WHAT YOU ARE ASKED TO DO - Find the string "Nacional" in the listing below and return each line it appears in.

■ ■ ■ ■ ■

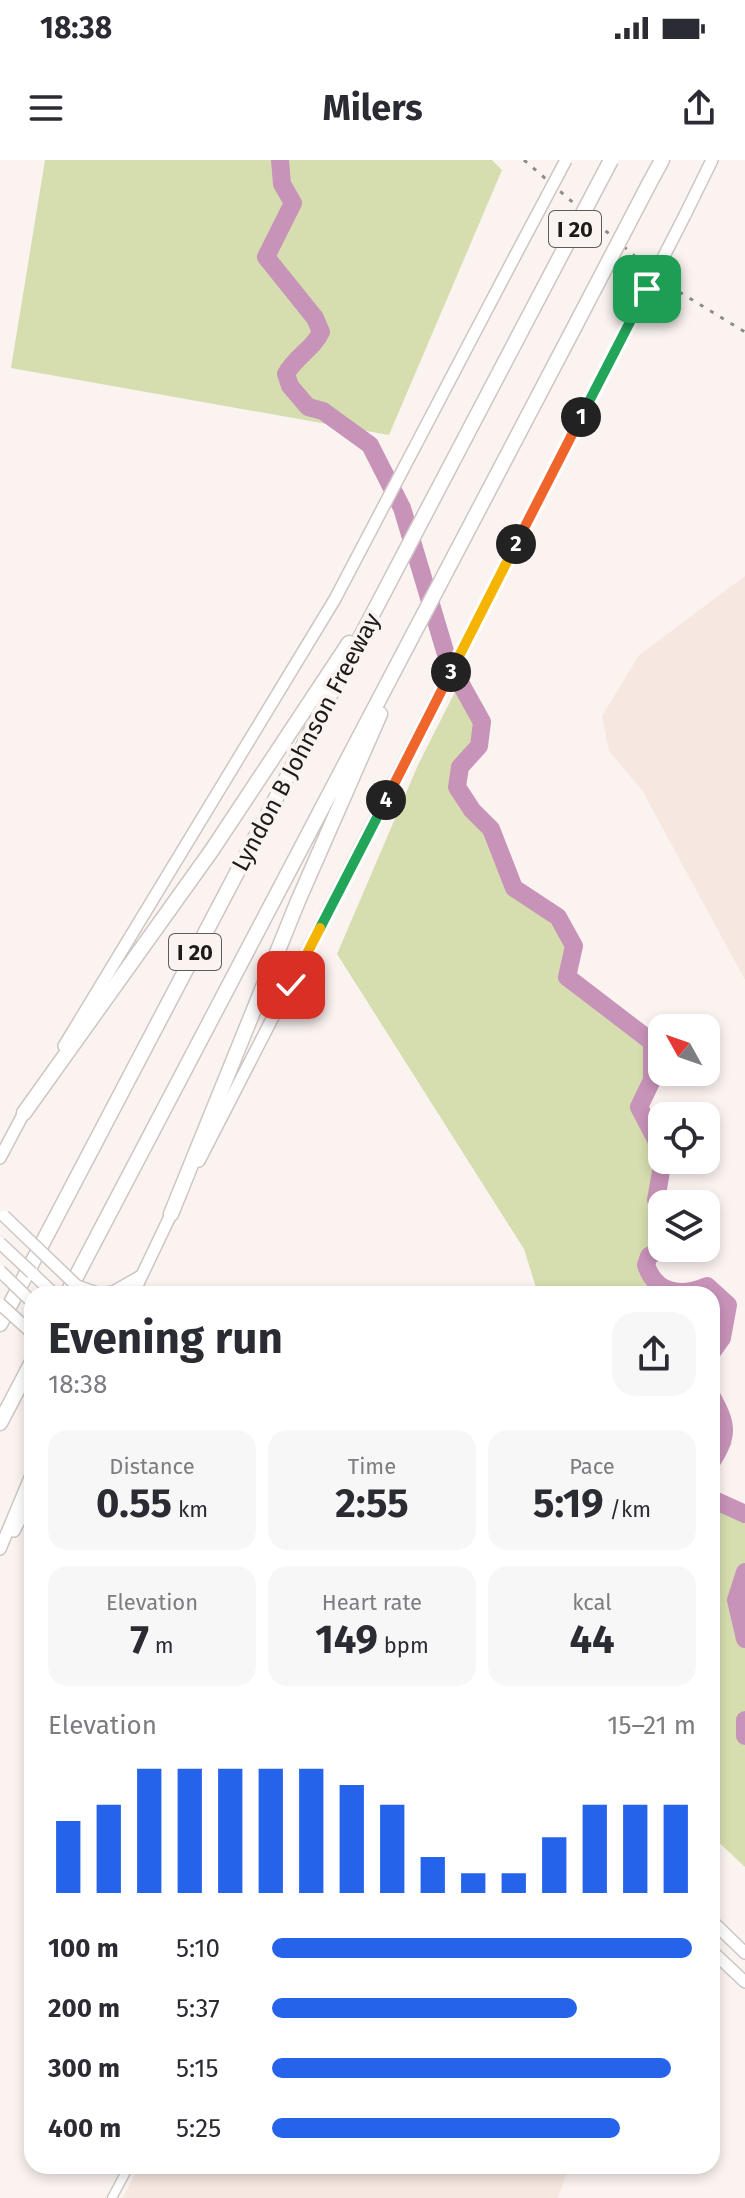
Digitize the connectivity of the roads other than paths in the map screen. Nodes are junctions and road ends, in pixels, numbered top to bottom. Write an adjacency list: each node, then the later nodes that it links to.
1 (566, 160): 7 (main road, Lyndon B Johnson Freeway, bridge)
2 (611, 160): 5 (highway, Lyndon B Johnson Freeway / I 20, bridge)
3 (662, 160): 6 (highway, Lyndon B Johnson Freeway / I 20, bridge)
4 (712, 160): 10 (main road, bridge)
5 (391, 579): 7 (highway); 21 (highway, Lyndon B Johnson Freeway / I 20)
6 (412, 636): 10 (highway); 15 (highway, Lyndon B Johnson Freeway / I 20)
7 (24, 1113): 8 (main road, Lyndon B Johnson Freeway)
8 (0, 1158)
9 (2, 1211): 16 (main road, bridge)
10 (171, 1214): 13 (main road)
11 (0, 1243): 14 (main road, bridge)
12 (0, 1271): 19 (main road, bridge)
13 (142, 1275): 17 (main road); 18 (main road)
14 (46, 1286)
15 (71, 1286)
16 (77, 1286)
17 (119, 1286)
18 (137, 1286)
19 (24, 1294)
20 (0, 1304): 22 (main road, bridge)
21 (0, 1324)
22 (24, 1326)
23 (24, 1377): 24 (highway)
24 (0, 1423)
25 (24, 1492): 27 (main road)
26 (24, 1511): 28 (main road)
27 (0, 1549)
28 (0, 1556)
29 (720, 1929): 30 (main road)
30 (745, 1953)
31 (720, 1959): 32 (main road)
32 (745, 1982)
33 (125, 2174): 34 (street)
34 (112, 2198)

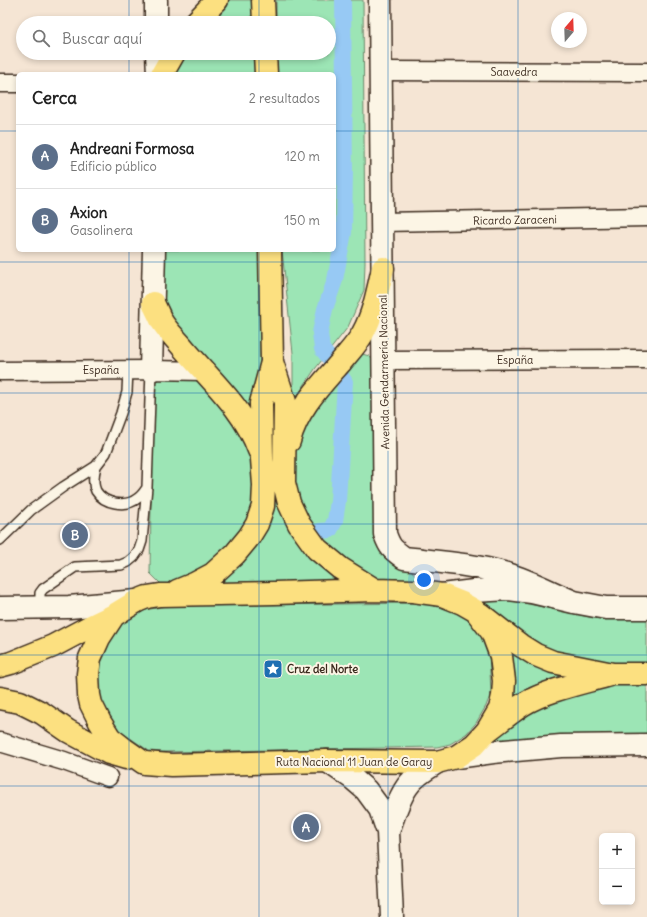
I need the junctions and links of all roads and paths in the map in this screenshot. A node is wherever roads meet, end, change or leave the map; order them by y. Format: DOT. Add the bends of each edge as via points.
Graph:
graph roads {
  1 [pos="156,0"];
  2 [pos="217,0"];
  3 [pos="263,0"];
  4 [pos="380,0"];
  5 [pos="156,16"];
  6 [pos="202,16"];
  7 [pos="264,16"];
  8 [pos="157,60"];
  9 [pos="170,60"];
  10 [pos="265,60"];
  11 [pos="381,71"];
  12 [pos="158,72"];
  13 [pos="163,72"];
  14 [pos="266,72"];
  15 [pos="647,72"];
  16 [pos="16,83"];
  17 [pos="0,84"];
  18 [pos="647,217"];
  19 [pos="382,222"];
  20 [pos="154,252"];
  21 [pos="270,252"];
  22 [pos="383,268"];
  23 [pos="153,303"];
  24 [pos="647,359"];
  25 [pos="384,360"];
  26 [pos="272,362"];
  27 [pos="128,370"];
  28 [pos="151,370"];
  29 [pos="0,371"];
  30 [pos="203,371"];
  31 [pos="285,455"];
  32 [pos="262,459"];
  33 [pos="96,466"];
  34 [pos="147,488"];
  35 [pos="0,540"];
  36 [pos="375,590"];
  37 [pos="160,595"];
  38 [pos="442,595"];
  39 [pos="137,601"];
  40 [pos="574,602"];
  41 [pos="40,607"];
  42 [pos="0,608"];
  43 [pos="647,608"];
  44 [pos="476,611"];
  45 [pos="114,615"];
  46 [pos="0,666"];
  47 [pos="613,674"];
  48 [pos="647,674"];
  49 [pos="0,698"];
  50 [pos="487,732"];
  51 [pos="0,742"];
  52 [pos="647,745"];
  53 [pos="447,759"];
  54 [pos="327,761"];
  55 [pos="144,763"];
  56 [pos="108,777"];
  57 [pos="388,832"];
  58 [pos="392,917"];
  1 -- 5 [label="main road"];
  2 -- 6 [label="main road"];
  3 -- 7 [label="main road"];
  4 -- 11 [label="main road, Avenida Gendarmería Nacional"];
  8 -- 12 [label="main road"];
  9 -- 13 [label="main road"];
  10 -- 14 [label="main road"];
  11 -- 15 [label="street, Saavedra"];
  11 -- 19 [label="main road, Avenida Gendarmería Nacional"];
  16 -- 17 [label="street"];
  18 -- 19 [label="street, Ricardo Zaraceni"];
  19 -- 22 [label="main road, Avenida Gendarmería Nacional"];
  20 -- 23 [label="main road"];
  21 -- 26 [label="main road"];
  22 -- 25 [label="main road, Avenida Gendarmería Nacional"];
  22 -- 31 [label="main road" via="378,294 363,333 300,413"];
  23 -- 28 [label="main road"];
  23 -- 30 [label="main road" via="162,323"];
  24 -- 25 [label="street, España"];
  25 -- 40 [label="main road, Avenida Gendarmería Nacional" via="385,534 390,546 404,558 476,567 506,574"];
  26 -- 31 [label="main road" via="285,402"];
  26 -- 32 [label="main road" via="261,403"];
  27 -- 28 [label="street, España"];
  27 -- 29 [label="street, España"];
  27 -- 33 [label="lane" via="127,392 121,413 106,453"];
  28 -- 30 [label="street, España"];
  28 -- 34 [label="lane"];
  30 -- 32 [label="main road" via="232,402 248,426"];
  31 -- 36 [label="main road" via="284,483 289,503 299,524 317,549 340,568"];
  32 -- 37 [label="main road" via="263,506 249,537 235,554 212,574 179,591"];
  33 -- 34 [label="lane" via="93,480 96,490 104,499 115,503 127,503 138,498"];
  33 -- 35 [label="lane" via="32,510"];
  34 -- 41 [label="lane" via="142,540 134,557 121,565 75,567 43,589 40,593"];
  36 -- 37 [label="main road"];
  36 -- 38 [label="main road"];
  37 -- 39 [label="main road"];
  38 -- 40 [label="main road" via="509,589"];
  38 -- 44 [label="main road"];
  39 -- 41 [label="main road"];
  39 -- 45 [label="main road"];
  40 -- 43 [label="main road" via="606,608"];
  41 -- 42 [label="main road"];
  44 -- 47 [label="main road" via="536,655 554,662"];
  44 -- 50 [label="main road" via="492,632 500,656 504,681 500,709"];
  45 -- 46 [label="main road" via="53,646"];
  45 -- 55 [label="main road" via="90,658 89,695 91,704 110,738"];
  47 -- 48 [label="main road"];
  47 -- 50 [label="main road" via="535,698"];
  49 -- 55 [label="main road, Ruta Nacional 11 Juan de Garay" via="20,702 42,713 68,731 109,753"];
  50 -- 53 [label="main road" via="474,745"];
  51 -- 56 [label="street"];
  52 -- 53 [label="main road" via="561,746"];
  53 -- 54 [label="main road, Ruta Nacional 11 Juan de Garay"];
  53 -- 57 [label="main road" via="409,783"];
  54 -- 55 [label="main road, Ruta Nacional 11 Juan de Garay"];
  54 -- 57 [label="main road" via="366,790 380,809"];
  57 -- 58 [label="main road"];
}
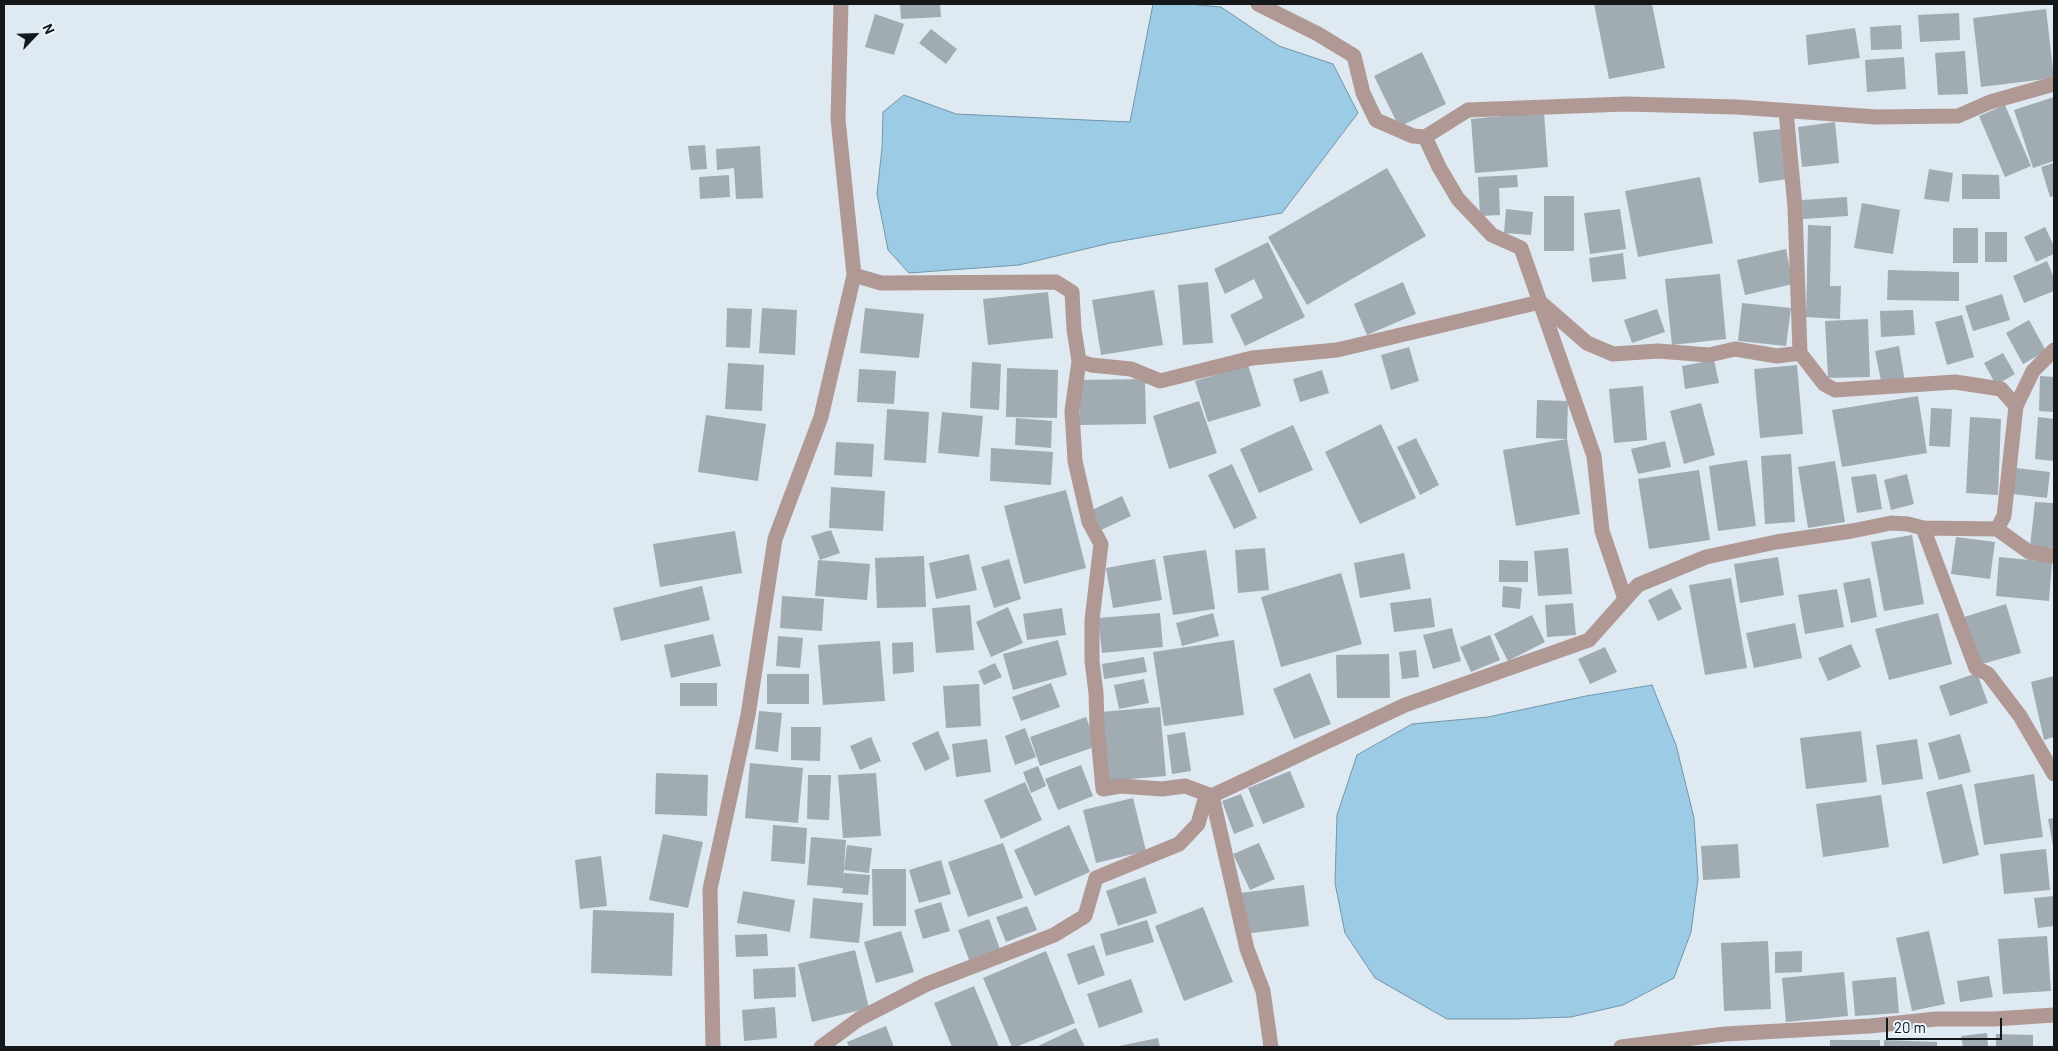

■ ■ ■ ■ ■

ANSWER FOR THE TASK -
  4 -- 11 [label="main road, Avenida Gendarmería Nacional"];
  11 -- 19 [label="main road, Avenida Gendarmería Nacional"];
  19 -- 22 [label="main road, Avenida Gendarmería Nacional"];
  22 -- 25 [label="main road, Avenida Gendarmería Nacional"];
  25 -- 40 [label="main road, Avenida Gendarmería Nacional" via="385,534 390,546 404,558 476,567 506,574"];
  49 -- 55 [label="main road, Ruta Nacional 11 Juan de Garay" via="20,702 42,713 68,731 109,753"];
  53 -- 54 [label="main road, Ruta Nacional 11 Juan de Garay"];
  54 -- 55 [label="main road, Ruta Nacional 11 Juan de Garay"];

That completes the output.